**What you will do**
Search the listing below for the string "Bobur" and copy every line where it occurs.

**Data records**
== Segment start ==

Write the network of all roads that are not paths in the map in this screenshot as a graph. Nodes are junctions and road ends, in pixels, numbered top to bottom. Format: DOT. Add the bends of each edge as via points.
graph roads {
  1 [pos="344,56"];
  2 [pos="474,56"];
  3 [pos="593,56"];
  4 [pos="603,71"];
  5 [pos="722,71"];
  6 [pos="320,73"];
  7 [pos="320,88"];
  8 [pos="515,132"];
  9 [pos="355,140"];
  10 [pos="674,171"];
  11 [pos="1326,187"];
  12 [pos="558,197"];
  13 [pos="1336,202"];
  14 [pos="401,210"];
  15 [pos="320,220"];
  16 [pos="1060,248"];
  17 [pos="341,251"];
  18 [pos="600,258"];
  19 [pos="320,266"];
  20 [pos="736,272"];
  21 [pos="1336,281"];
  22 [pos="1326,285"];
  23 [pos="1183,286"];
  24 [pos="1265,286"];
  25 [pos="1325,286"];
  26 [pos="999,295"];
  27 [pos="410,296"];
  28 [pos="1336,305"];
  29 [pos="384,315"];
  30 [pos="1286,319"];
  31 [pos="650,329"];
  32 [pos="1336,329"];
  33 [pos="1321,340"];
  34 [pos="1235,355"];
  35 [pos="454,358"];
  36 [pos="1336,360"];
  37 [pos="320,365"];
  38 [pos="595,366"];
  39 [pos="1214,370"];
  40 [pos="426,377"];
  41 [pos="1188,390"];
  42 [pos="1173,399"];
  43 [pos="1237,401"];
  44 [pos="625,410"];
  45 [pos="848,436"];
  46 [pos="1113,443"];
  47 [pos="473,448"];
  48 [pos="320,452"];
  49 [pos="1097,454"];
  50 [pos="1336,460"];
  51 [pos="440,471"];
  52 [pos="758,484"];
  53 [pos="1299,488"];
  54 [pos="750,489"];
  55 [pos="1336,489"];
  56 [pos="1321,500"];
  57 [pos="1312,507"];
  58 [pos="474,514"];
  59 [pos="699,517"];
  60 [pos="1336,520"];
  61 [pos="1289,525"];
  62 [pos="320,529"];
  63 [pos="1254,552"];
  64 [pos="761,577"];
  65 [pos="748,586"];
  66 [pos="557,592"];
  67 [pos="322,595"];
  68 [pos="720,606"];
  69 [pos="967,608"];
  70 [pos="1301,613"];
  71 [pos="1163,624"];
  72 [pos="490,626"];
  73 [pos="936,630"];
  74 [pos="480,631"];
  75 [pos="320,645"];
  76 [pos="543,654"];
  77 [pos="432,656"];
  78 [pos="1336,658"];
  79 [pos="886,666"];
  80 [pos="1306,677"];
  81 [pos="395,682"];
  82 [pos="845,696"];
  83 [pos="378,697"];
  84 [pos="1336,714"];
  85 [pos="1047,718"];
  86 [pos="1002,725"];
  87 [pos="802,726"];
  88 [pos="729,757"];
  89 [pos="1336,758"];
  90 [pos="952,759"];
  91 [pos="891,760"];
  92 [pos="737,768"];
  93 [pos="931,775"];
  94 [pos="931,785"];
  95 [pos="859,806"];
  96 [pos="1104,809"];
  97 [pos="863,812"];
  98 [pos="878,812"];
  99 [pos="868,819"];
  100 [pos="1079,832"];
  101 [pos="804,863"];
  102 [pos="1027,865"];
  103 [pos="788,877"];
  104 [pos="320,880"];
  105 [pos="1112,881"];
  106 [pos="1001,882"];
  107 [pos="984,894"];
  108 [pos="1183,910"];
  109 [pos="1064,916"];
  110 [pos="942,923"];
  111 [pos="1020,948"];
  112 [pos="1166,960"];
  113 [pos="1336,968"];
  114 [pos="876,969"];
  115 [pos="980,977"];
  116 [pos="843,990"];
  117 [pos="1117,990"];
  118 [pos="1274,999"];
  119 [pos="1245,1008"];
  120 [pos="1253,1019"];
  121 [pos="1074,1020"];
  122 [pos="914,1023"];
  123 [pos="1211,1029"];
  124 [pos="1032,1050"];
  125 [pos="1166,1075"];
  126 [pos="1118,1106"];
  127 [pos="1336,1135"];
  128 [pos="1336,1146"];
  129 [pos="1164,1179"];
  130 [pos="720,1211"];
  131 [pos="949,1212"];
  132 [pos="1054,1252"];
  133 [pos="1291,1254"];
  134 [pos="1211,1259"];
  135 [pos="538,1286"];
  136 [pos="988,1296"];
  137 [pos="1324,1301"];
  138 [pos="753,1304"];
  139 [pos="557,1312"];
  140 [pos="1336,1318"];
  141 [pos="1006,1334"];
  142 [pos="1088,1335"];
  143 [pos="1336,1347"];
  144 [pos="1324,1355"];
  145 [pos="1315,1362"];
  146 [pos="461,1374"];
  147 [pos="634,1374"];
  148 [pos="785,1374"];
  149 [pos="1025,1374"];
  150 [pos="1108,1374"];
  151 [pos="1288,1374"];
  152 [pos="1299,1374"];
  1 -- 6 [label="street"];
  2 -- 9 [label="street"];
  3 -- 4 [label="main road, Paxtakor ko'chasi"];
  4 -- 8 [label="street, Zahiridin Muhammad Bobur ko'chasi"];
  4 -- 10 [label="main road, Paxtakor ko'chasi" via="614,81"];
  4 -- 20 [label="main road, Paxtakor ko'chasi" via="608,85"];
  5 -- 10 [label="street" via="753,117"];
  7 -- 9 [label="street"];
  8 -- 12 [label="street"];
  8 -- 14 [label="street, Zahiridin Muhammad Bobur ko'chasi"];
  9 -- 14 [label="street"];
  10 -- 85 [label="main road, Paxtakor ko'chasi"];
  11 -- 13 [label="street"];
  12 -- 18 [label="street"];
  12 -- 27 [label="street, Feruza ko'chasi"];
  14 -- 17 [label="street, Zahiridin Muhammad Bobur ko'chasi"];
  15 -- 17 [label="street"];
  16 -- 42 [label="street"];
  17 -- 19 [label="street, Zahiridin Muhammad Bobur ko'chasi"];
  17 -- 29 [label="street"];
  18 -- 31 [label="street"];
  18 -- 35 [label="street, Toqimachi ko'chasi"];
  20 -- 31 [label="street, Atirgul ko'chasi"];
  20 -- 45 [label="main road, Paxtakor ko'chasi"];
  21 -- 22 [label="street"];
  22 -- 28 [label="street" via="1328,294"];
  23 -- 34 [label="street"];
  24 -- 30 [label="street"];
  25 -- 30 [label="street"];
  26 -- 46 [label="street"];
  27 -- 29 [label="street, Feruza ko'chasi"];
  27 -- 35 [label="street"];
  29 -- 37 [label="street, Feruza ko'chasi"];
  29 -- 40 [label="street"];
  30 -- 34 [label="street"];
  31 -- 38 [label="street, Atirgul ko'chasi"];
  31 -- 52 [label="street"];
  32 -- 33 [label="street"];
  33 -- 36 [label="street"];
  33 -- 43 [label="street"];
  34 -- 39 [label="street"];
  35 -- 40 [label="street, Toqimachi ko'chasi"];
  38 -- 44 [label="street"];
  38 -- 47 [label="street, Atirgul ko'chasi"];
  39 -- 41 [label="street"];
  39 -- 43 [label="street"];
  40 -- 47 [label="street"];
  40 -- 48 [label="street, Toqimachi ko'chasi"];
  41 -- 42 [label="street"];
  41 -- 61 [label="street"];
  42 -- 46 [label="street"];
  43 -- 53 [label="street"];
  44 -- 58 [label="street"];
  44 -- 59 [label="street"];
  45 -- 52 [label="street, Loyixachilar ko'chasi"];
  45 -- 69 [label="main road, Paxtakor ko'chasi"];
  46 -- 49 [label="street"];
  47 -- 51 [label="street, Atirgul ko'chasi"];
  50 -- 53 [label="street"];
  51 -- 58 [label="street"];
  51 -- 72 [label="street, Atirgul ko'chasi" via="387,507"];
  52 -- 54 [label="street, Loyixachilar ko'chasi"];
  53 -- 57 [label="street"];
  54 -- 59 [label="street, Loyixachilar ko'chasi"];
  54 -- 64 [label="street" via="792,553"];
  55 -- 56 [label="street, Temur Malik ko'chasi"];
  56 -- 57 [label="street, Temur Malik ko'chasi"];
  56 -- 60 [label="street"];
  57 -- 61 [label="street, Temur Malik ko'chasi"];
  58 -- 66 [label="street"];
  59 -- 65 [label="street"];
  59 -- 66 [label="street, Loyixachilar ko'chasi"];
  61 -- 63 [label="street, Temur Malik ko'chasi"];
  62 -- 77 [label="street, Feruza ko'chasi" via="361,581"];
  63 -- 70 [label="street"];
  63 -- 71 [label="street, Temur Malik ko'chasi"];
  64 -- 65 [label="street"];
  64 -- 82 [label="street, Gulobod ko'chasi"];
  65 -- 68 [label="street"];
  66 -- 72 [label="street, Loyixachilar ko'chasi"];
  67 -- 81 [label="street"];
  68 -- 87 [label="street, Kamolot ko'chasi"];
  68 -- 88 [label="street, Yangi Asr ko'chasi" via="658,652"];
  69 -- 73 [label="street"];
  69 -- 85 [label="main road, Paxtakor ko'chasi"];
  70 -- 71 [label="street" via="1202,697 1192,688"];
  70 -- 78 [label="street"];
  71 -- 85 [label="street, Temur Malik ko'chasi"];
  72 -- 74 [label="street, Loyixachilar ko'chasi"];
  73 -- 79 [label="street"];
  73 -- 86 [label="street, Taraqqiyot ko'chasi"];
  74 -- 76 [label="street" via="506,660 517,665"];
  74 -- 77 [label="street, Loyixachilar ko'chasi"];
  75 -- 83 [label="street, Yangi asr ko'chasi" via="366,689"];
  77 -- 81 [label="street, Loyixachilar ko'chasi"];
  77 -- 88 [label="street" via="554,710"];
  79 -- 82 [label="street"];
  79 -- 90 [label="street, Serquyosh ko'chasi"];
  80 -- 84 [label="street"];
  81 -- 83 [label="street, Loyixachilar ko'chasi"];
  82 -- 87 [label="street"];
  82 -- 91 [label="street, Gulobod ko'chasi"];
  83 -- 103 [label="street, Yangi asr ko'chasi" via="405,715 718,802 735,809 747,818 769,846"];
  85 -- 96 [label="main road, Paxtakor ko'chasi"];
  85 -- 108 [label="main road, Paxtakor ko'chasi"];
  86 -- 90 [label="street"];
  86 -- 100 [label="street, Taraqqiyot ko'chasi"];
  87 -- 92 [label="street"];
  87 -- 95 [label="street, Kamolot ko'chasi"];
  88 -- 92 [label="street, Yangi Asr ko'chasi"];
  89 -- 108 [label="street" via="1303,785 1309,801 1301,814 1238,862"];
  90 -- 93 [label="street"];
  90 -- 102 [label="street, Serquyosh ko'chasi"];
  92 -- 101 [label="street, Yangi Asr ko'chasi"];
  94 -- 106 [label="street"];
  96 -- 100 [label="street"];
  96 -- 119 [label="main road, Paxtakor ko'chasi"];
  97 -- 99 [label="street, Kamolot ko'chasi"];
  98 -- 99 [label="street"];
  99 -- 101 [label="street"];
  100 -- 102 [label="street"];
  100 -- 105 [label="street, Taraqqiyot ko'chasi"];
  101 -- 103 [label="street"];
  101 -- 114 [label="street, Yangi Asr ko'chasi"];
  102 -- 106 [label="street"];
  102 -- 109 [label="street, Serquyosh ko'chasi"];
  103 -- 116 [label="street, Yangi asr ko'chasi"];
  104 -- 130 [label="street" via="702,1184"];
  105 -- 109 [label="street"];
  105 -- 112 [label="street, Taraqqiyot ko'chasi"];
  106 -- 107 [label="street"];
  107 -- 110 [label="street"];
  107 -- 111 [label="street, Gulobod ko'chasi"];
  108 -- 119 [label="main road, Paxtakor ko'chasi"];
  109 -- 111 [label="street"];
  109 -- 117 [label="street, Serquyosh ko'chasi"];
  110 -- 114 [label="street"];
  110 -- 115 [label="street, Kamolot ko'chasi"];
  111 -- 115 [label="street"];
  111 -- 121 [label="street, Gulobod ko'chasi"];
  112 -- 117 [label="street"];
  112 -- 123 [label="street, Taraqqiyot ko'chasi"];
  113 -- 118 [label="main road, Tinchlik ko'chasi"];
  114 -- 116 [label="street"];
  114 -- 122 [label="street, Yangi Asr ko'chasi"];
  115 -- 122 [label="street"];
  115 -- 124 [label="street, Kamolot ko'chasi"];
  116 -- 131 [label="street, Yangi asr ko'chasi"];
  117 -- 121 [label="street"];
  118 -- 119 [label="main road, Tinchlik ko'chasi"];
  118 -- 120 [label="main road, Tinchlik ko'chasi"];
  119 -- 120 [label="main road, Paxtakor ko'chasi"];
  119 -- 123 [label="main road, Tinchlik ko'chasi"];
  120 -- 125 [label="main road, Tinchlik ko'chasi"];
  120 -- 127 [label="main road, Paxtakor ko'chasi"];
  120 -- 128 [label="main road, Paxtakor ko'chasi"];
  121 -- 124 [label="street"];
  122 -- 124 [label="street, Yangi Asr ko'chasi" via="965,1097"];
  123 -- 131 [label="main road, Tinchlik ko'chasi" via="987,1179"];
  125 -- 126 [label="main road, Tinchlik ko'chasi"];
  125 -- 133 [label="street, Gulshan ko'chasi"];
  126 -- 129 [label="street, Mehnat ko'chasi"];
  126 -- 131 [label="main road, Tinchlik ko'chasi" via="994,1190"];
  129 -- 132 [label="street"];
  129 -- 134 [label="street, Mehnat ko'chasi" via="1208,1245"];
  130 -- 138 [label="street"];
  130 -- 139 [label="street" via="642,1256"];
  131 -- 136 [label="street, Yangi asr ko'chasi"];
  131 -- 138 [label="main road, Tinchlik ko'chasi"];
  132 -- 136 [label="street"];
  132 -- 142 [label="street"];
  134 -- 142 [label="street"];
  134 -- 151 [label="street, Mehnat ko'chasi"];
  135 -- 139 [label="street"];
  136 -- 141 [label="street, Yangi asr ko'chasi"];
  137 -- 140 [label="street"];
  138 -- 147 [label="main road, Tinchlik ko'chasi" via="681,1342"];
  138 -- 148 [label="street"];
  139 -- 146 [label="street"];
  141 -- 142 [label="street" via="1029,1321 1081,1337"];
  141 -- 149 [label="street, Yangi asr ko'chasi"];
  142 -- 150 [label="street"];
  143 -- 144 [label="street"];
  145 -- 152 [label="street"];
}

== Segment end ==

**Task result**
  4 -- 8 [label="street, Zahiridin Muhammad Bobur ko'chasi"];
  8 -- 14 [label="street, Zahiridin Muhammad Bobur ko'chasi"];
  14 -- 17 [label="street, Zahiridin Muhammad Bobur ko'chasi"];
  17 -- 19 [label="street, Zahiridin Muhammad Bobur ko'chasi"];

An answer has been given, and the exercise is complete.